Benoit Grégoire benoitg at coeus.ca
Mar 14 Juil 15:17:38 EDT 2009


On July 14, 2009, Jean-Philippe Menil wrote:
> Jacob Marble a écrit :
> > Hello, I've been using the WiFiDog gateway (wrote my own auth server)
> > for about 4 months now.  Things are going well.
> >
> > I would like to use wifidog on a router that does *not* have NAT
> > running.  Something like:
> >
> > eth0: 192.168.0.123/16
> > eth1: 192.168.1.1/24
> >
> > with static routes, etc.  I have modified the wifidog source code for
> > my needs in the past, but I'm having a hard time really following the
> > iptables tricks that wifidog plays.
> >
> > Does anyone out there use wifidog in a non-NAT router?  Can you get me
> > started?  Thanks in advance,
> >
> > Jake (a happy wifidog-gateway user)
> > _______________________________________________
> > WiFiDog mailing list
> > WiFiDog at listes.ilesansfil.org
> > http://listes.ilesansfil.org/cgi-bin/mailman/listinfo/wifidog
>
> Hi,
>
> why exactly don't you need nat?
>
> In wifidog, the nat have two use:
> -nat the internal adresses of the clients to the public adresse of the
> server (logic)
> -redirect the client to the authentication portal
>
> For the first one, you can route directly your client (ip route add ...)

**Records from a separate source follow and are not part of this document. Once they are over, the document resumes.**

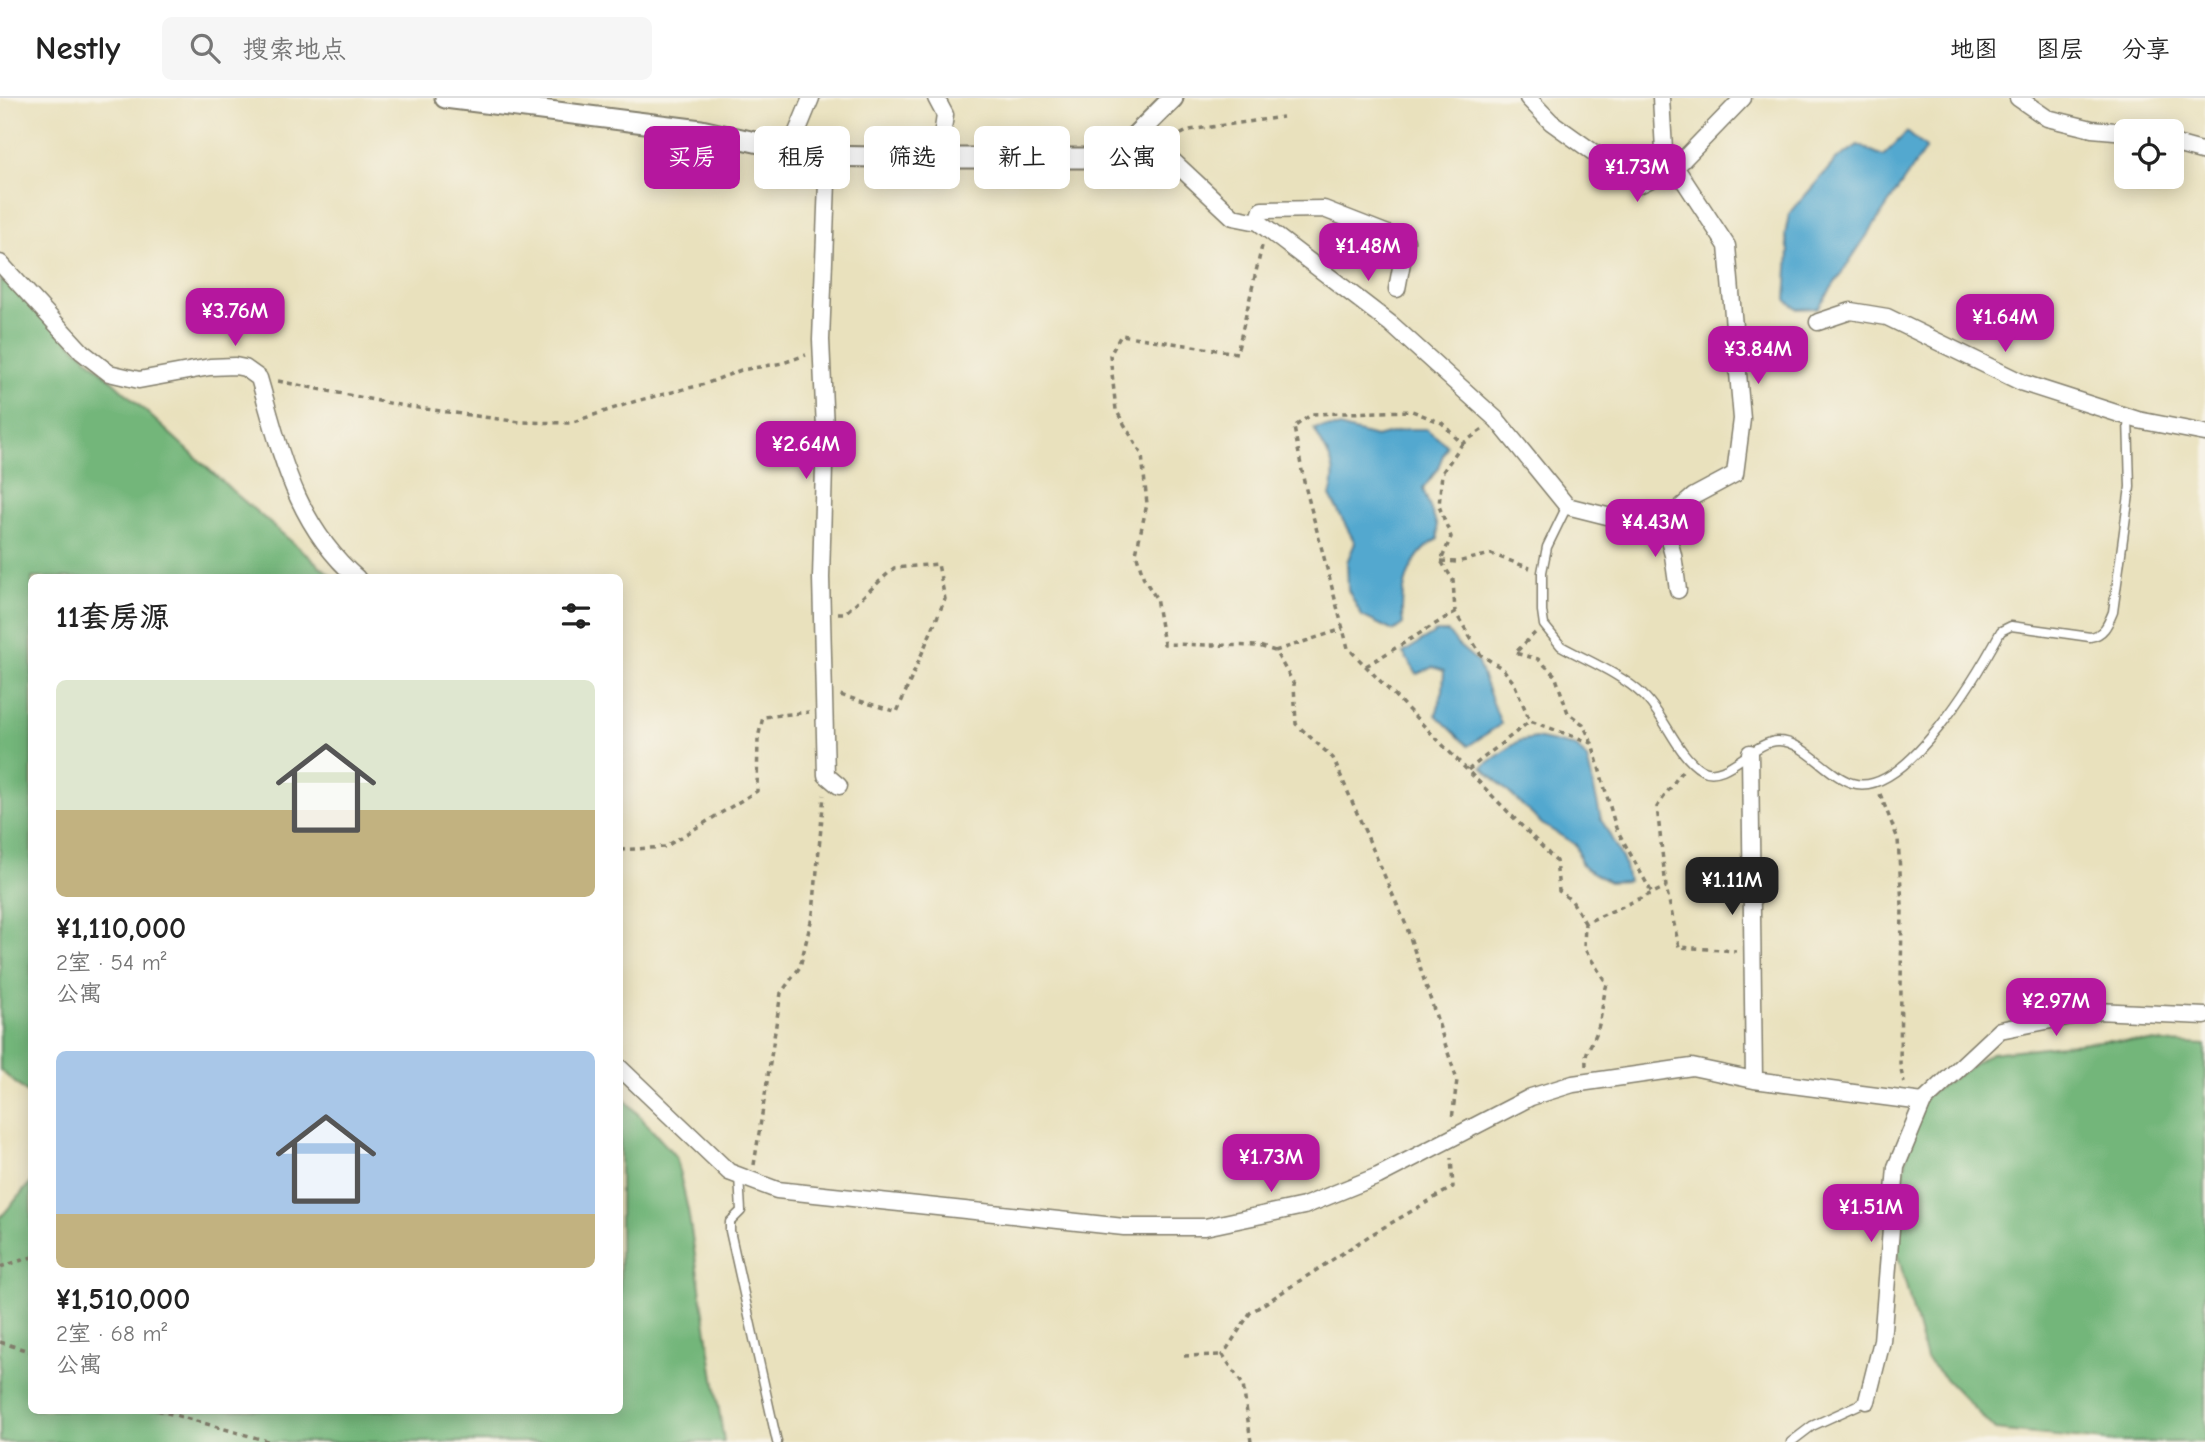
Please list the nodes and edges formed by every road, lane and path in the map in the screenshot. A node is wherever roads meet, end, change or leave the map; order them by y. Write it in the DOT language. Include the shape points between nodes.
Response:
graph roads {
  1 [pos="445,98"];
  2 [pos="811,98"];
  3 [pos="936,98"];
  4 [pos="1173,98"];
  5 [pos="1528,98"];
  6 [pos="1661,98"];
  7 [pos="1743,98"];
  8 [pos="2018,98"];
  9 [pos="1283,117"];
  10 [pos="799,126"];
  11 [pos="943,126"];
  12 [pos="1145,126"];
  13 [pos="2114,131"];
  14 [pos="1180,134"];
  15 [pos="754,141"];
  16 [pos="2184,147"];
  17 [pos="2205,152"];
  18 [pos="960,158"];
  19 [pos="1084,158"];
  20 [pos="1180,167"];
  21 [pos="1676,167"];
  22 [pos="827,189"];
  23 [pos="1262,225"];
  24 [pos="0,263"];
  25 [pos="1397,289"];
  26 [pos="1818,322"];
  27 [pos="821,350"];
  28 [pos="259,378"];
  29 [pos="2127,417"];
  30 [pos="1497,420"];
  31 [pos="2205,433"];
  32 [pos="1462,444"];
  33 [pos="1567,506"];
  34 [pos="1664,522"];
  35 [pos="1441,561"];
  36 [pos="1542,572"];
  37 [pos="353,574"];
  38 [pos="1678,590"];
  39 [pos="822,612"];
  40 [pos="1455,612"];
  41 [pos="1544,625"];
  42 [pos="1343,629"];
  43 [pos="1275,651"];
  44 [pos="1366,666"];
  45 [pos="824,691"];
  46 [pos="825,710"];
  47 [pos="1530,722"];
  48 [pos="1592,743"];
  49 [pos="1750,753"];
  50 [pos="1690,761"];
  51 [pos="1468,771"];
  52 [pos="826,775"];
  53 [pos="1875,783"];
  54 [pos="839,786"];
  55 [pos="623,850"];
  56 [pos="1666,887"];
  57 [pos="1652,893"];
  58 [pos="1585,923"];
  59 [pos="1751,952"];
  60 [pos="2205,1016"];
  61 [pos="623,1071"];
  62 [pos="1754,1080"];
  63 [pos="1588,1082"];
  64 [pos="1915,1101"];
  65 [pos="1450,1139"];
  66 [pos="745,1178"];
  67 [pos="28,1258"];
  68 [pos="0,1267"];
  69 [pos="0,1342"];
  70 [pos="28,1351"];
  71 [pos="1223,1355"];
  72 [pos="1184,1356"];
  73 [pos="1867,1401"];
  74 [pos="172,1414"];
  75 [pos="271,1442"];
  76 [pos="776,1442"];
  77 [pos="1251,1442"];
  78 [pos="1791,1442"];
  1 -- 15 [label="street" via="701,130"];
  2 -- 10 [label="street"];
  3 -- 11 [label="street" via="945,115"];
  4 -- 12 [label="street"];
  5 -- 21 [label="street" via="1550,122 1639,186"];
  6 -- 21 [label="street" via="1664,150"];
  7 -- 21 [label="street"];
  8 -- 13 [label="street" via="2047,118"];
  9 -- 14 [label="path"];
  16 -- 17 [label="street"];
  18 -- 19 [label="street"];
  20 -- 23 [label="street" via="1233,217"];
  21 -- 34 [label="street" via="1727,246 1742,419 1735,474 1694,496"];
  22 -- 27 [label="street"];
  23 -- 25 [label="street" via="1262,209 1324,209 1406,241"];
  23 -- 30 [label="street" via="1391,324"];
  23 -- 43 [label="path" via="1237,353 1121,335 1110,355 1116,410 1142,455 1147,504 1136,553 1156,598 1164,644 1259,646"];
  24 -- 28 [label="street" via="82,352 109,373 139,380 235,366"];
  26 -- 29 [label="street" via="1851,311 1887,317 2023,383"];
  27 -- 28 [label="path" via="570,422 520,422 404,406"];
  27 -- 39 [label="street" via="825,429"];
  28 -- 37 [label="street" via="305,516"];
  29 -- 31 [label="street"];
  29 -- 53 [label="lane" via="2130,487 2108,624 2090,637 2011,626 2001,631 1968,688 1929,739 1905,765"];
  30 -- 32 [label="path"];
  30 -- 33 [label="street"];
  32 -- 35 [label="path" via="1442,473 1439,506 1451,537"];
  32 -- 42 [label="path" via="1442,423 1412,411 1312,414 1294,427"];
  33 -- 34 [label="street" via="1606,516"];
  33 -- 36 [label="lane" via="1547,547"];
  34 -- 38 [label="street"];
  35 -- 36 [label="path" via="1491,554"];
  35 -- 40 [label="path" via="1453,580"];
  36 -- 41 [label="lane"];
  39 -- 45 [label="street"];
  39 -- 45 [label="path" via="845,613 894,568 938,564 945,598 897,712"];
  40 -- 44 [label="path"];
  40 -- 47 [label="path" via="1481,655 1503,669 1514,683"];
  41 -- 48 [label="path" via="1515,653 1538,659 1555,675 1568,713 1583,724"];
  41 -- 50 [label="lane" via="1561,646 1643,695"];
  42 -- 43 [label="path"];
  42 -- 44 [label="path" via="1348,648"];
  43 -- 65 [label="path" via="1294,684 1296,724 1333,758 1406,925 1457,1080"];
  44 -- 51 [label="path"];
  45 -- 46 [label="street"];
  46 -- 52 [label="street"];
  46 -- 55 [label="path" via="763,717 757,792 666,847"];
  47 -- 48 [label="path"];
  47 -- 51 [label="path"];
  48 -- 57 [label="path" via="1616,828"];
  49 -- 50 [label="lane" via="1716,772 1702,770"];
  49 -- 53 [label="lane" via="1781,741 1852,783"];
  49 -- 59 [label="street"];
  50 -- 56 [label="path" via="1657,807"];
  51 -- 58 [label="path" via="1556,861 1559,891 1572,901"];
  52 -- 54 [label="street"];
  52 -- 66 [label="path" via="813,913 800,967 781,993"];
  53 -- 64 [label="path" via="1898,839 1900,1066"];
  56 -- 57 [label="path"];
  56 -- 59 [label="path" via="1679,947"];
  57 -- 58 [label="path"];
  58 -- 63 [label="path" via="1584,948 1607,984 1596,1034 1585,1051"];
  59 -- 62 [label="street"];
  60 -- 64 [label="street" via="2096,1011 2000,1030"];
  61 -- 66 [label="street" via="729,1172"];
  62 -- 63 [label="street" via="1692,1067"];
  62 -- 64 [label="street"];
  63 -- 65 [label="street" via="1531,1097"];
  64 -- 73 [label="street" via="1896,1167 1882,1341"];
  65 -- 66 [label="street" via="1378,1176 1304,1206 1205,1227 1124,1227 777,1190"];
  65 -- 71 [label="path" via="1453,1187 1251,1313"];
  66 -- 76 [label="lane" via="741,1212 730,1222 730,1231"];
  67 -- 68 [label="path"];
  69 -- 70 [label="path"];
  71 -- 72 [label="path"];
  71 -- 77 [label="path" via="1243,1385"];
  73 -- 78 [label="lane" via="1812,1426"];
  74 -- 75 [label="path"];
}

> For the second, if it is what you want, you can try with the tproxy
> option in iptables.

Unless my memory fails me, wifidog always uses redirects, not NAT to send 
clients to the gateway (and then the auth server).  Though I've never tested 
it personally, it should work unmodified on a network that uses normal routing.